Exercise description
Count the lines in the entries that contain "Seri". Say the number and nothing more.

BEGIN Data extracts

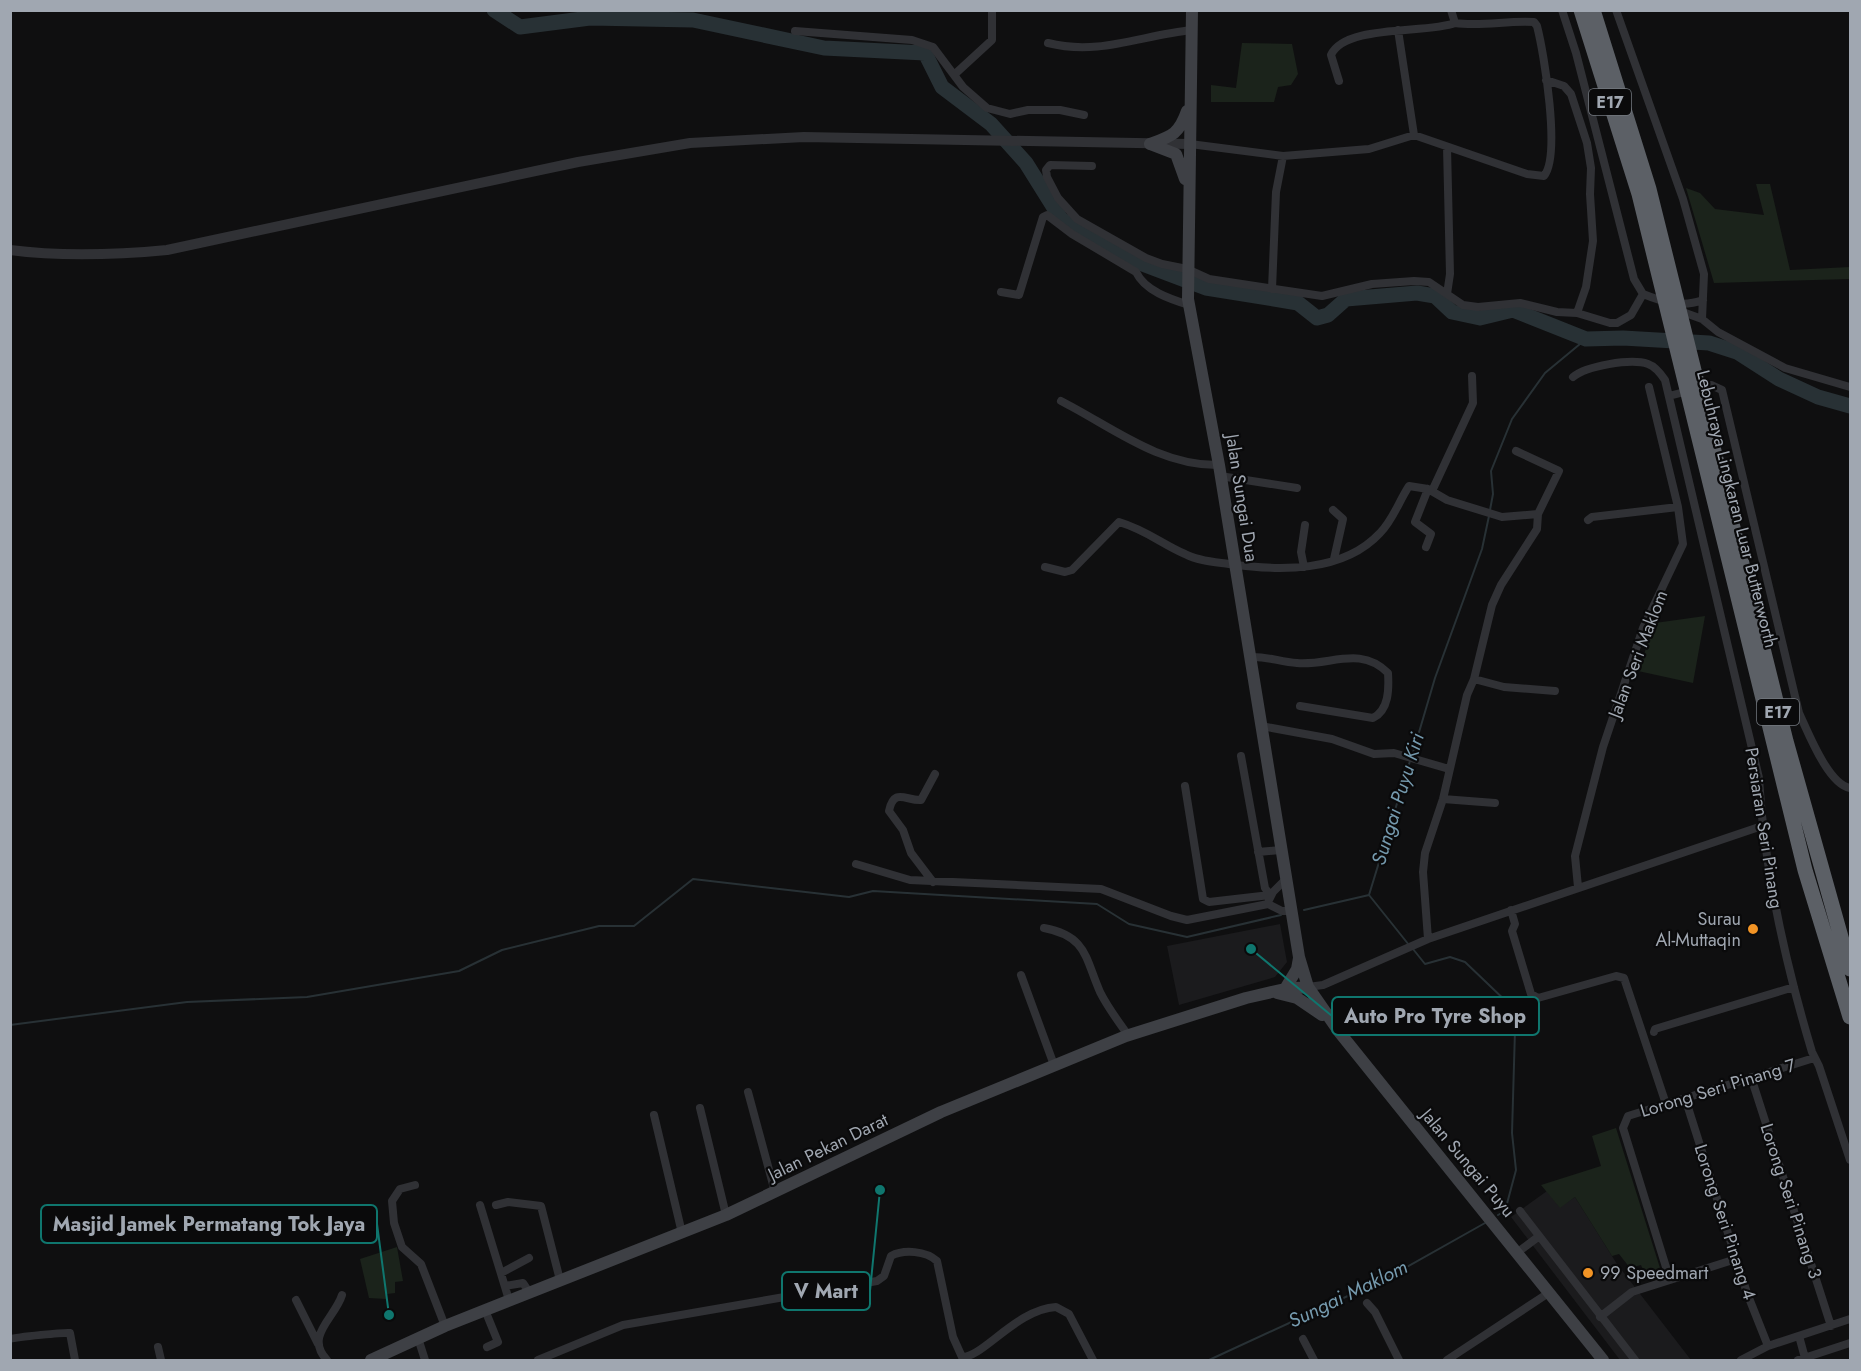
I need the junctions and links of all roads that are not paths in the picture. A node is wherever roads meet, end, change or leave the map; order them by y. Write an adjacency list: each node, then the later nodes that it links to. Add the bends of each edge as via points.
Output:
1 (992, 10): 13 (street, via 992,40)
2 (1192, 10): 9 (main road, Jalan Sungai Dua)
3 (1451, 10): 8 (street)
4 (1562, 10): 31 (street, via 1626,252)
5 (1581, 10): 24 (highway, Lebuhraya Lingkaran Luar Butterworth / E17)
6 (1593, 10): 24 (highway, Lebuhraya Lingkaran Luar Butterworth / E17)
7 (1616, 10): 32 (street, via 1683,199 1704,274)
8 (1455, 23): 10 (street, via 1440,29); 14 (street, via 1534,22)
9 (1192, 30): 12 (street, via 1157,33 1125,44 1067,48); 16 (main road, Jalan Sungai Dua)
10 (1398, 30): 15 (street, via 1373,32 1334,50 1331,55); 18 (street)
11 (795, 31): 13 (street, via 921,42 933,47)
12 (1048, 43)
13 (955, 74): 17 (street, via 977,102 987,108 1010,114 1060,110)
14 (1546, 80): 21 (street, via 1552,152 1550,170 1544,176); 35 (street, via 1564,86 1571,94 1591,168 1593,241 1586,287)
15 (1339, 81)
16 (1191, 99): 19 (main road, via 1174,135); 20 (main road, Jalan Sungai Dua)
17 (1084, 115)
18 (1414, 135): 21 (street); 22 (street, via 1370,149)
19 (1150, 144): 20 (street); 25 (main road, via 1176,154); 26 (street, via 804,137 690,143 578,162 167,250 51,255)
20 (1190, 144): 22 (street); 25 (main road, Jalan Sungai Dua)
21 (1447, 147): 30 (street)
22 (1283, 156): 28 (street, via 1276,192)
23 (1092, 166): 27 (street, via 1059,164 1046,170 1067,210 1146,258)
24 (1644, 192): 44 (highway, Lebuhraya Lingkaran Luar Butterworth / E17)
25 (1189, 198): 27 (main road, Jalan Sungai Dua)
26 (10, 250)
27 (1187, 271): 28 (street, via 1209,279); 33 (main road, Jalan Sungai Dua)
28 (1272, 289): 30 (street, via 1330,296 1372,284 1414,280 1429,282)
29 (1001, 292): 33 (street, via 1019,295 1043,217 1047,215 1136,272 1140,282 1167,298)
30 (1447, 294): 35 (street, via 1464,305 1508,302)
31 (1642, 294): 34 (street); 35 (street, via 1631,315 1617,323)
32 (1703, 300): 34 (street); 36 (street)
33 (1189, 302): 45 (main road, Jalan Sungai Dua)
34 (1673, 305): 36 (street, via 1683,314)
35 (1577, 313)
36 (1702, 320): 40 (street, via 1785,368)
37 (1472, 376): 47 (street, via 1473,403)
38 (1573, 377): 41 (street, Persiaran Seri Pinang, via 1586,368 1639,362 1650,365 1662,376)
39 (1649, 387): 48 (street, Jalan Seri Maklom)
40 (1851, 387)
41 (1669, 396): 67 (street, via 1710,385 1722,390 1799,713 1836,780); 70 (street, Persiaran Seri Pinang, via 1759,778)
42 (1061, 401): 45 (street, via 1150,451)
43 (1516, 451): 50 (street, via 1559,471)
44 (1710, 454): 83 (highway, Lebuhraya Lingkaran Luar Butterworth / E17); 88 (highway, Lebuhraya Lingkaran Luar Butterworth / E17, via 1805,870)
45 (1219, 471): 46 (street); 55 (main road, Jalan Sungai Dua)
46 (1297, 488)
47 (1430, 490): 50 (street, via 1448,500 1502,517); 53 (street, via 1415,522 1431,534); 54 (street, via 1409,486 1379,534 1353,554)
48 (1678, 507): 51 (street); 76 (street, Jalan Seri Maklom, via 1683,544 1643,628 1603,747 1575,856)
49 (1334, 510): 54 (street, via 1343,519)
50 (1538, 514): 59 (street, via 1537,529 1492,605)
51 (1588, 520)
52 (1305, 525): 57 (street, via 1301,552)
53 (1426, 547)
54 (1334, 559): 57 (street)
55 (1234, 565): 56 (street, via 1184,554 1165,541 1119,522 1072,570); 57 (street, via 1261,569); 58 (main road, Jalan Sungai Dua)
56 (1045, 567)
57 (1304, 567)
58 (1250, 657): 61 (street, via 1296,663 1363,658 1388,673 1385,704 1380,715 1373,718); 62 (main road, Jalan Sungai Dua)
59 (1474, 679): 60 (street, via 1504,687); 64 (street)
60 (1555, 691)
61 (1299, 706)
62 (1261, 726): 64 (street, via 1332,739 1374,754 1402,756); 71 (main road, Jalan Sungai Dua)
63 (1241, 756): 72 (street)
64 (1449, 769): 68 (street)
65 (935, 774): 75 (street, via 921,800 897,797 889,811 898,822 910,854)
66 (1185, 786): 77 (street, via 1203,899)
67 (1851, 788)
68 (1443, 799): 69 (street); 81 (street, via 1425,853)
69 (1495, 803)
70 (1762, 826): 76 (street); 86 (street, Persiaran Seri Pinang, via 1780,935)
71 (1280, 850): 72 (street); 74 (main road, Jalan Sungai Dua)
72 (1258, 852): 77 (street)
73 (856, 864): 75 (street, via 910,880)
74 (1286, 880): 77 (street); 78 (main road, Jalan Sungai Dua)
75 (933, 882): 77 (street, via 1101,889 1187,920)
76 (1578, 887): 79 (street)
77 (1269, 900): 78 (street, via 1282,911)
78 (1291, 910): 82 (main road, Jalan Sungai Dua)
79 (1511, 910): 81 (street); 97 (street, via 1518,952 1531,994 1538,999 1616,976 1624,978)
80 (1044, 928): 91 (street, via 1071,936 1085,952 1106,1003)
81 (1425, 940): 85 (street, via 1323,985)
82 (1299, 957): 85 (main road, Jalan Sungai Dua); 87 (main road, via 1297,969)
83 (1851, 969)
84 (1021, 975): 93 (street)
85 (1308, 987): 87 (main road, Jalan Pekan Darat); 90 (main road, Jalan Sungai Puyu)
86 (1794, 987): 89 (street); 92 (street, Persiaran Seri Pinang)
87 (1279, 990): 90 (main road, via 1318,1011); 91 (main road, Jalan Pekan Darat)
88 (1851, 1017)
89 (1654, 1032)
90 (1340, 1033): 109 (main road, Jalan Sungai Puyu)
91 (1128, 1035): 93 (main road, Jalan Pekan Darat)
92 (1814, 1058): 94 (street, Lorong Seri Pinang 7); 100 (street, Persiaran Seri Pinang)
93 (1054, 1065): 102 (main road, Jalan Pekan Darat, via 941,1112)
94 (1751, 1077): 96 (street, Lorong Seri Pinang 7); 126 (street, Lorong Seri Pinang 3)
95 (748, 1092): 102 (street)
96 (1685, 1098): 97 (street, Lorong Seri Pinang 7); 111 (street, Lorong Seri Pinang 4)
97 (1666, 1104): 114 (street, Lorong Seri Pinang 7, via 1628,1116 1623,1128)
98 (700, 1108): 106 (street)
99 (654, 1115): 107 (street)
100 (1851, 1160)
101 (415, 1185): 125 (street, via 400,1189 392,1201 391,1212 402,1246 421,1264)
102 (775, 1192): 106 (main road, Jalan Pekan Darat)
103 (496, 1205): 113 (street, via 508,1202 541,1206)
104 (480, 1206): 112 (street)
105 (1520, 1211): 108 (street)
106 (726, 1215): 107 (main road, Jalan Pekan Darat)
107 (682, 1233): 113 (main road, Jalan Pekan Darat)
108 (1538, 1237): 109 (street); 123 (street)
109 (1518, 1252): 117 (main road, Jalan Sungai Puyu)
110 (529, 1258): 112 (street)
111 (1736, 1259): 114 (street); 133 (street, Lorong Seri Pinang 4)
112 (501, 1273): 115 (street)
113 (560, 1280): 116 (main road, Jalan Pekan Darat)
114 (1670, 1280): 123 (street, via 1625,1295)
115 (505, 1286): 116 (street, via 523,1283); 120 (street)
116 (529, 1292): 120 (main road, Jalan Pekan Darat)
117 (1550, 1292): 147 (street); 148 (main road, Jalan Sungai Puyu)
118 (342, 1295): 132 (street, via 338,1308 320,1329)
119 (296, 1300): 132 (street)
120 (509, 1300): 122 (main road, Jalan Pekan Darat)
121 (1367, 1303): 146 (street)
122 (485, 1310): 125 (main road, Jalan Pekan Darat); 135 (street, via 498,1342)
123 (1600, 1317): 149 (street)
124 (1851, 1319): 126 (street)
125 (445, 1326): 128 (main road, Jalan Pekan Darat)
126 (1831, 1326): 127 (street)
127 (1799, 1336): 133 (street); 137 (street)
128 (418, 1338): 136 (main road, Jalan Pekan Darat); 142 (street)
129 (10, 1339): 138 (street, via 64,1331 70,1333 74,1343)
130 (1303, 1339): 145 (street)
131 (1851, 1343): 137 (street)
132 (318, 1344): 140 (street)
133 (1768, 1346): 150 (street)
134 (158, 1347): 139 (street)
135 (487, 1347)
136 (387, 1357): 141 (main road, Jalan Pekan Darat)
137 (1802, 1359)
138 (75, 1360)
139 (161, 1360)
140 (327, 1360)
141 (371, 1360)
142 (425, 1360)
143 (538, 1360): 144 (street, via 623,1325 877,1281 884,1276 891,1256 919,1253 930,1255 937,1262 953,1337 962,1357 975,1353 1027,1314 1056,1307 1069,1314)
144 (1093, 1360)
145 (1314, 1360)
146 (1399, 1360)
147 (1447, 1360)
148 (1603, 1360)
149 (1635, 1360)
150 (1741, 1360)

END Data extracts

Answer space
11